It was a photo of a naked teenage boy, sprawled on an unmade bed. Grainy black and white, 4 × 6, the edges curled and faintly browned with age. He was wiry, his chest nearly hairless, half-erect cock shadowed in his crotch. His hair fell to his shoulders and framed an androgynous face: white skin, curved ridge of cheekbone, small chin, full lips, and slightly prominent teeth.

But it was those bruised eyes that killed me, eyes so deep set they seemed lined with kohl. He had his hands locked behind his head and gazed at the viewfinder dead-on. Not a come-hither stare but a wary, challenging look, as though he were debating whether to lunge across the bed and smash the camera or pull the photographer down beside him on the gray sheets.

I knew how that particular argument ended. I knew how they all ended, because I’d been the one behind the camera.

“Fucking hell,” I whispered. “Quinn.”

Thirty years ago I’d stood beside that bed, in a room less than a mile from where I sat now. I’d shot roll after roll of Tri-X film, always pictures of Quinn O’Boyle, sometimes clothed but mostly naked; before we fucked, afterward, during. Quinn hunched over his old Royal upright typewriter, or nodding out, or poring over his dog-eared paperback of
The Return of the King
. Walking toward the Kamensic train station, slumped in a booth at the Parkway Diner. Quinn and me standing side by side, a flare where my camera’s flash ignited the mirror that held our reflection. I’d ridden my bike to Mount Kisco to have the film processed at a grimy store whose proprietor specialized in “art photos,” an old man who chain-smoked Larks and smelled like Sen-Sen. He only raised an eyebrow once, when he handed me back my contact sheets and said, “Aren’t you kinda young for this?”

I turned the picture again and stared at the boy on the bed. I’d shot scores of photos. Hundreds, maybe. I’d stashed them in a wooden Chivas Regal box, but I hadn’t seen it, or any of the photos, in almost three decades. I’d ransacked my room, the house, the basement. I never found them.

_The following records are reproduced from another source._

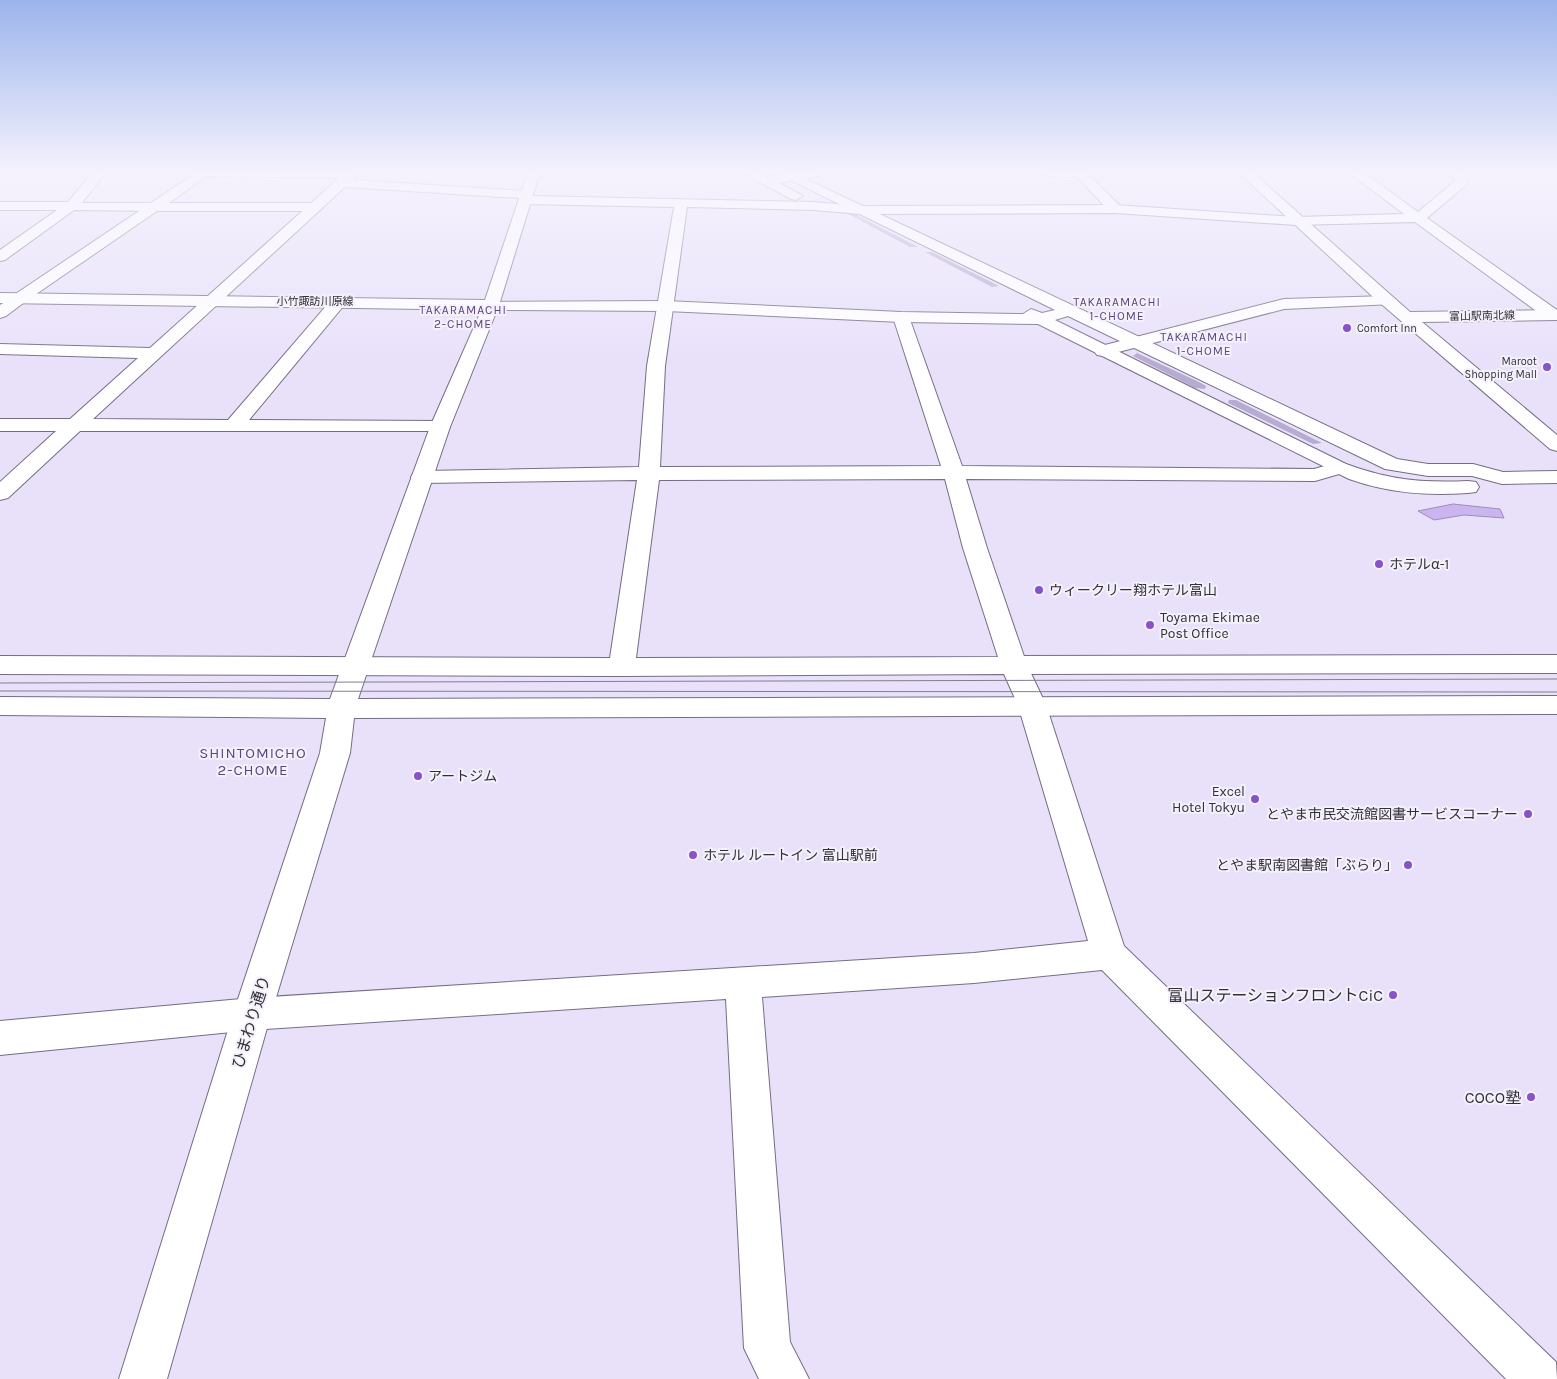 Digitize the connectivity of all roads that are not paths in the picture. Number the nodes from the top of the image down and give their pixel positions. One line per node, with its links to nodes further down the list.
1 (29, 236): 10 (street)
2 (111, 236): 13 (street)
3 (283, 236): 14 (street)
4 (513, 236): 18 (street)
5 (676, 236): 19 (street)
6 (878, 236): 11 (street)
7 (915, 236): 20 (street)
8 (1314, 236): 15 (street)
9 (1445, 236): 22 (street)
10 (0, 257)
11 (923, 258)
12 (0, 298): 13 (street, 小竹諏訪川原線)
13 (20, 298): 14 (street, 小竹諏訪川原線); 21 (street)
14 (211, 300): 16 (street, 小竹諏訪川原線); 29 (street)
15 (1388, 301): 24 (street); 26 (street)
16 (340, 302): 18 (street, 小竹諏訪川原線); 32 (street)
17 (1006, 302): 25 (street)
18 (491, 305): 19 (street, 小竹諏訪川原線); 33 (street, ひまわり通り)
19 (666, 306): 23 (street, 小竹諏訪川原線); 37 (street)
20 (1069, 311): 25 (street); 26 (street)
21 (0, 313)
22 (1555, 315): 24 (street, 富山駅南北線)
23 (901, 317): 25 (street, 小竹諏訪川原線); 36 (street)
24 (1408, 317): 34 (street)
25 (1039, 319): 28 (street)
26 (1134, 342): 28 (street); 40 (street)
27 (0, 349): 29 (street)
28 (1103, 351): 35 (street)
29 (153, 353): 31 (street)
30 (0, 426): 31 (street)
31 (74, 426): 32 (street); 41 (street)
32 (234, 426): 33 (street)
33 (440, 427): 38 (street, ひまわり通り)
34 (1557, 445)
35 (1339, 468): 36 (street); 40 (street)
36 (953, 471): 37 (street); 45 (street)
37 (649, 473): 38 (street); 46 (street)
38 (422, 477): 42 (street, ひまわり通り)
39 (1557, 477): 40 (street)
40 (1502, 478)
41 (0, 493)
42 (355, 664): 44 (street); 46 (street); 50 (street, ひまわり通り)
43 (1557, 664): 45 (street)
44 (0, 665)
45 (1014, 665): 46 (street); 47 (street)
46 (622, 667)
47 (1032, 705): 48 (street); 50 (street); 51 (street)
48 (1557, 705)
49 (0, 706): 50 (street)
50 (341, 709): 53 (street, ひまわり通り)
51 (1109, 954): 52 (street); 57 (street)
52 (743, 984): 53 (street); 56 (street)
53 (252, 1014): 54 (street); 55 (street, ひまわり通り)
54 (0, 1038)
55 (143, 1379)
56 (786, 1379)
57 (1539, 1379)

And Quinn—he’d also disappeared. The two of us had broken into a local drugstore one night when we were eighteen. We weren’t caught. My little stash of Quaaludes saw me through my first year in the city, but by then Quinn had taken off upstate with a woman he met in Harlem one night. I was sick with desire for him, sick with rage, and terrified that I’d never shoot another photo worth looking at. I channeled it all into speed and the photos that eventually became
Dead Girls.
Around the time the book came out, I heard that Quinn had gotten popped for breaking into another drugstore up in Putnam County. He wrote to me from his parents’ house, where he awaited sentencing, desperate pleading letters, handwritten or typed on lined paper torn from a composition book. Sometimes he sent fragments of a story he was working on. Once he sent a Quaalude, crushed in transit to a smear of pink powder.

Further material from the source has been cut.